La séquence saine consiste à d'abord vérifier si un modèle interne traite la tâche à un niveau acceptable. Pour l'extraction, la classification, la recherche documentaire, c'est le cas dans la quasi-totalité des situations.
La chaîne d'anonymisation se justifie quand la tâche exige réellement un grand modèle externe : une analyse complexe, une synthèse exigeante, un raisonnement en plusieurs étapes sur un contenu sensible.
Elle a un coût propre : un composant supplémentaire à maintenir, une source d'erreur additionnelle, et une mesure à refaire à chaque évolution du corpus. Ce coût est justifié quand le gain de qualité l'est, et pas autrement, l'arbitrage décrit dans modèles ouverts et souveraineté.
Questions fréquentes
- L'anonymisation suffit-elle à rendre un traitement externe licite ?
Pas toujours. Un document peut rester identifiant par combinaison de caractéristiques, pathologie rare, date, établissement, sans qu'aucun nom n'apparaisse. La décision relève d'une analyse de risque documentée.
- Expressions régulières ou modèle local ?
Les deux. Les expressions régulières attrapent les formats certains, un petit modèle local traite les noms propres, raisons sociales et identifiants au format libre qu'elles manquent systématiquement.

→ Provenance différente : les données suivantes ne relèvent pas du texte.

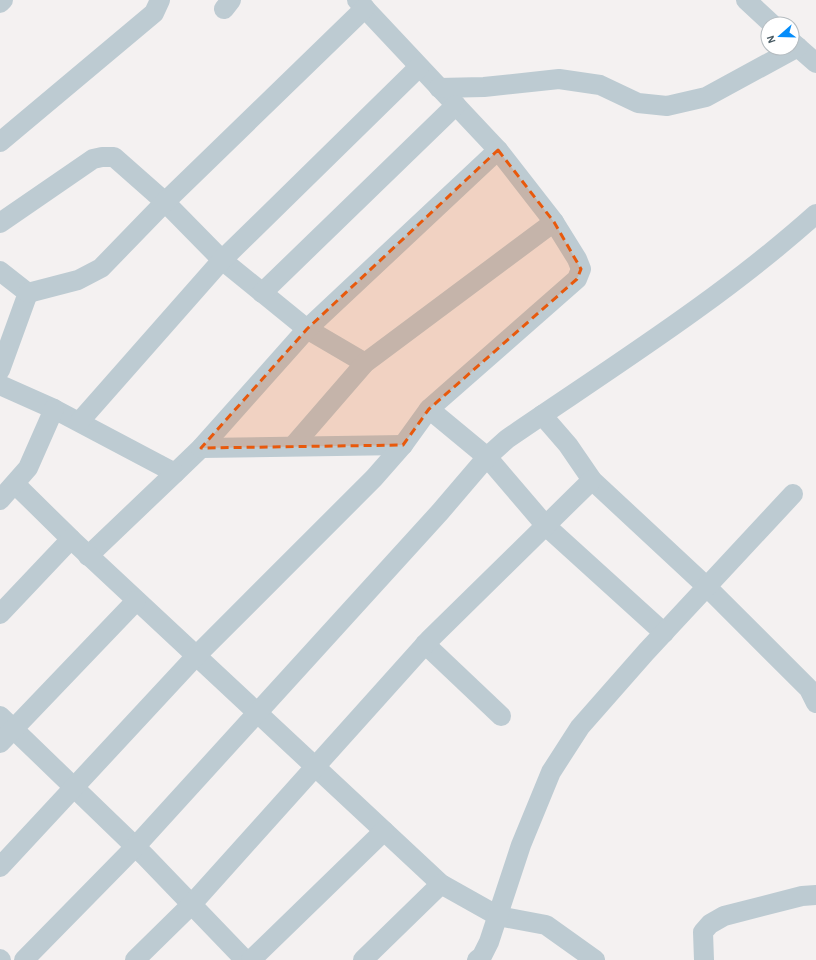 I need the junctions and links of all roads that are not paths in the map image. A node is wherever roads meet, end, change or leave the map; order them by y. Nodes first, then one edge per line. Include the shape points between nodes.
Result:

- Comment vérifier que la chaîne fonctionne ?
En relisant à la main cent documents transformés et en comptant les identifiants subsistants. La nature des oublis compte autant que leur nombre, et la mesure se refait à chaque changement de type de document.
- Quand faut-il éviter cette chaîne ?
Quand un modèle interne traite déjà la tâche correctement. Pour l'extraction, la classification et la recherche documentaire, c'est presque toujours le cas, et la chaîne n'ajoute alors que de la complexité.